* [Your objective]:
Within the lines below, find those that hold the string "Fudholi" and copy each one.

(Collected data entries)
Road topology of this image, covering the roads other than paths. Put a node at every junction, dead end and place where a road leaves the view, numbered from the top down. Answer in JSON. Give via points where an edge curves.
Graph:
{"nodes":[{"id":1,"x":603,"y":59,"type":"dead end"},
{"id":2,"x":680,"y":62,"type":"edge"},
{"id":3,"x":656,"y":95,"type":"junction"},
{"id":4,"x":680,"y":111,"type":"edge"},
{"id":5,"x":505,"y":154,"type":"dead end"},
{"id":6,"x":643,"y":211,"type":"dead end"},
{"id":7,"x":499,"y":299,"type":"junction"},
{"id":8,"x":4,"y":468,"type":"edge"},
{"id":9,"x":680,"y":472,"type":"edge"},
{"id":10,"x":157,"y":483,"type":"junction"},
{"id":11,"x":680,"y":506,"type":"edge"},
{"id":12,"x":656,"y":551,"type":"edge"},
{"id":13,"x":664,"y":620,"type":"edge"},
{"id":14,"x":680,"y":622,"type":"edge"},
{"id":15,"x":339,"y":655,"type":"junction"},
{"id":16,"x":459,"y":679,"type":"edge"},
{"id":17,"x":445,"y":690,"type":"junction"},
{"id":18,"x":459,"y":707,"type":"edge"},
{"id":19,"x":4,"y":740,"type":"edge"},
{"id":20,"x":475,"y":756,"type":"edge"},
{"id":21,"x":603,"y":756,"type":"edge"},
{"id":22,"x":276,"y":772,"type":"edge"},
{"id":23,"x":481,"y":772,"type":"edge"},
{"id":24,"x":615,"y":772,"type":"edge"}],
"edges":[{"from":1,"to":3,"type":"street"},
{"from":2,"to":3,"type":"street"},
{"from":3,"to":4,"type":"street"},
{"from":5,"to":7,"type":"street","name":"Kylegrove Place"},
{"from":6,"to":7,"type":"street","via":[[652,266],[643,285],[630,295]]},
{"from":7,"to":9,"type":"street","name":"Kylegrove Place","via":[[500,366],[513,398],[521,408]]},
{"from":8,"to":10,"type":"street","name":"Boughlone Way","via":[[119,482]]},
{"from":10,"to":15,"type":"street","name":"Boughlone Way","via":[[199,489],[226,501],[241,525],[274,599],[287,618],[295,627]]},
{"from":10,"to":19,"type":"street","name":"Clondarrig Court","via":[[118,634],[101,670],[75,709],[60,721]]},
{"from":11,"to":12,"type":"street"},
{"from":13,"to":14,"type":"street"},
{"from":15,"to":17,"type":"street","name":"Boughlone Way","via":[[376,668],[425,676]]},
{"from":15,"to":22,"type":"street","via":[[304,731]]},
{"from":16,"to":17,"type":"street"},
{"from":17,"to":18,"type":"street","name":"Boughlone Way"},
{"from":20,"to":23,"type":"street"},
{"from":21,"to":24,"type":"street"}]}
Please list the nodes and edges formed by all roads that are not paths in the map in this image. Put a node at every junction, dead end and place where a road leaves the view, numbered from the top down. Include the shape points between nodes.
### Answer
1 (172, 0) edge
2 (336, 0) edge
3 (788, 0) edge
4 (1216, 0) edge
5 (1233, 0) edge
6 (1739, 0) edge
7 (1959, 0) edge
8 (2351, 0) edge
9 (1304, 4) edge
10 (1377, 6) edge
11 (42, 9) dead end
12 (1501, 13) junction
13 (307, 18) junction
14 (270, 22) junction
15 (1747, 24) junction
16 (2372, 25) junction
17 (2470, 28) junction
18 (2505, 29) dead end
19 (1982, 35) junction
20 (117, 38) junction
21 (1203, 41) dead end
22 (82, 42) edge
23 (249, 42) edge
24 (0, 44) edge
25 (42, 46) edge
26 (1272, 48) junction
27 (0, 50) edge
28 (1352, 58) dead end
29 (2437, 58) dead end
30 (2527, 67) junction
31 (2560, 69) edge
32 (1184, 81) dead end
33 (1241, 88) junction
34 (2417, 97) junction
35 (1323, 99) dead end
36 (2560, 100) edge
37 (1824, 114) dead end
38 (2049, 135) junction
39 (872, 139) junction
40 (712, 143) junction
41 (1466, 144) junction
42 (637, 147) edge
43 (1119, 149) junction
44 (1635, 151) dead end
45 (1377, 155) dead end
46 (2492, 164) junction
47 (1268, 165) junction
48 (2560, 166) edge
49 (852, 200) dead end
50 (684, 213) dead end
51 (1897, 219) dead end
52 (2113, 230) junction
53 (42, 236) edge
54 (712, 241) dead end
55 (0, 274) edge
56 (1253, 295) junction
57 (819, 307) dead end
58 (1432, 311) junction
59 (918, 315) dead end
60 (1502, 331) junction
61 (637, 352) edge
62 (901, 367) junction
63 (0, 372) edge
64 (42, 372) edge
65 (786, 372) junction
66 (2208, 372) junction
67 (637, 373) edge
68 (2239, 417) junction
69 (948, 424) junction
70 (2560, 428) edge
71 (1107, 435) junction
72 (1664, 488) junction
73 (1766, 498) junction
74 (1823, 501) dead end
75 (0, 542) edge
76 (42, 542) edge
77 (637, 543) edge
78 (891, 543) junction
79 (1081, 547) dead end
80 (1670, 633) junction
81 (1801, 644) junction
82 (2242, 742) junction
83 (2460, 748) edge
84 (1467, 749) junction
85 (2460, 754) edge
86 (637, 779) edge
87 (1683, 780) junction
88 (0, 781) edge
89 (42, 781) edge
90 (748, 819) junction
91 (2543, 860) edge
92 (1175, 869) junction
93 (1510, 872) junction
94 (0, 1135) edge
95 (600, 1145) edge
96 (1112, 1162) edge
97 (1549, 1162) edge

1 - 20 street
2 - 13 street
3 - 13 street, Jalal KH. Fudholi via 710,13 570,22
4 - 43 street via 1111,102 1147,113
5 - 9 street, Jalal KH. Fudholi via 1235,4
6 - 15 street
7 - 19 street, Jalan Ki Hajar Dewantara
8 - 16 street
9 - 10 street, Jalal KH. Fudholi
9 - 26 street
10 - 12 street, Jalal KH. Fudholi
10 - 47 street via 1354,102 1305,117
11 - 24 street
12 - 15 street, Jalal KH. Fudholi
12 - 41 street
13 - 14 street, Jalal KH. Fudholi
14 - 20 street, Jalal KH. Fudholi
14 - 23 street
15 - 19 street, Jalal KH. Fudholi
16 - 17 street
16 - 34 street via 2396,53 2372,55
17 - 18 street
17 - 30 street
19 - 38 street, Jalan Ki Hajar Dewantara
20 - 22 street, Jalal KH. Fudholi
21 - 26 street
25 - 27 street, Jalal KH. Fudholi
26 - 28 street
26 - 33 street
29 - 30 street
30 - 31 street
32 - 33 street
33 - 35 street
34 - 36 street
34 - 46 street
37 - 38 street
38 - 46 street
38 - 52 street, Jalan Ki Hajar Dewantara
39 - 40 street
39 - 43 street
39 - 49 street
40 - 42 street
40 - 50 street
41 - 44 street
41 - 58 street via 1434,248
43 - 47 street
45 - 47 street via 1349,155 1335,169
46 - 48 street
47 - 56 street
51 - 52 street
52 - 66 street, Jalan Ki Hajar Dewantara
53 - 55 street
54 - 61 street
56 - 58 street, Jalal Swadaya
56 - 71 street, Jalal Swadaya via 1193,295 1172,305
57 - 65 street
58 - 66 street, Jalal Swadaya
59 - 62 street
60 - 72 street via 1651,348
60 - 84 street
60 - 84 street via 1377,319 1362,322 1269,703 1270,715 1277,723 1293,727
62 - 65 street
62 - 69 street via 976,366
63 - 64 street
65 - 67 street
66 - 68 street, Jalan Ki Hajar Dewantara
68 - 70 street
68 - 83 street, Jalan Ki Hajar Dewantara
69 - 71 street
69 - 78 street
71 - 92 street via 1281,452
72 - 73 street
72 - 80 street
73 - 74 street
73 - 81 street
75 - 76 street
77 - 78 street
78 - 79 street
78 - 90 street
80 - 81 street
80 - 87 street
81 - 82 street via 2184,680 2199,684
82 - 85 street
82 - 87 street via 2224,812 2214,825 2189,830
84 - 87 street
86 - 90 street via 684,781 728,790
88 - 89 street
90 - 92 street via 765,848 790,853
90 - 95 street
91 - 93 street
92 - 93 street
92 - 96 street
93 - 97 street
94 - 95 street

* [Reply]:
3 - 13 street, Jalal KH. Fudholi via 710,13 570,22
5 - 9 street, Jalal KH. Fudholi via 1235,4
9 - 10 street, Jalal KH. Fudholi
10 - 12 street, Jalal KH. Fudholi
12 - 15 street, Jalal KH. Fudholi
13 - 14 street, Jalal KH. Fudholi
14 - 20 street, Jalal KH. Fudholi
15 - 19 street, Jalal KH. Fudholi
20 - 22 street, Jalal KH. Fudholi
25 - 27 street, Jalal KH. Fudholi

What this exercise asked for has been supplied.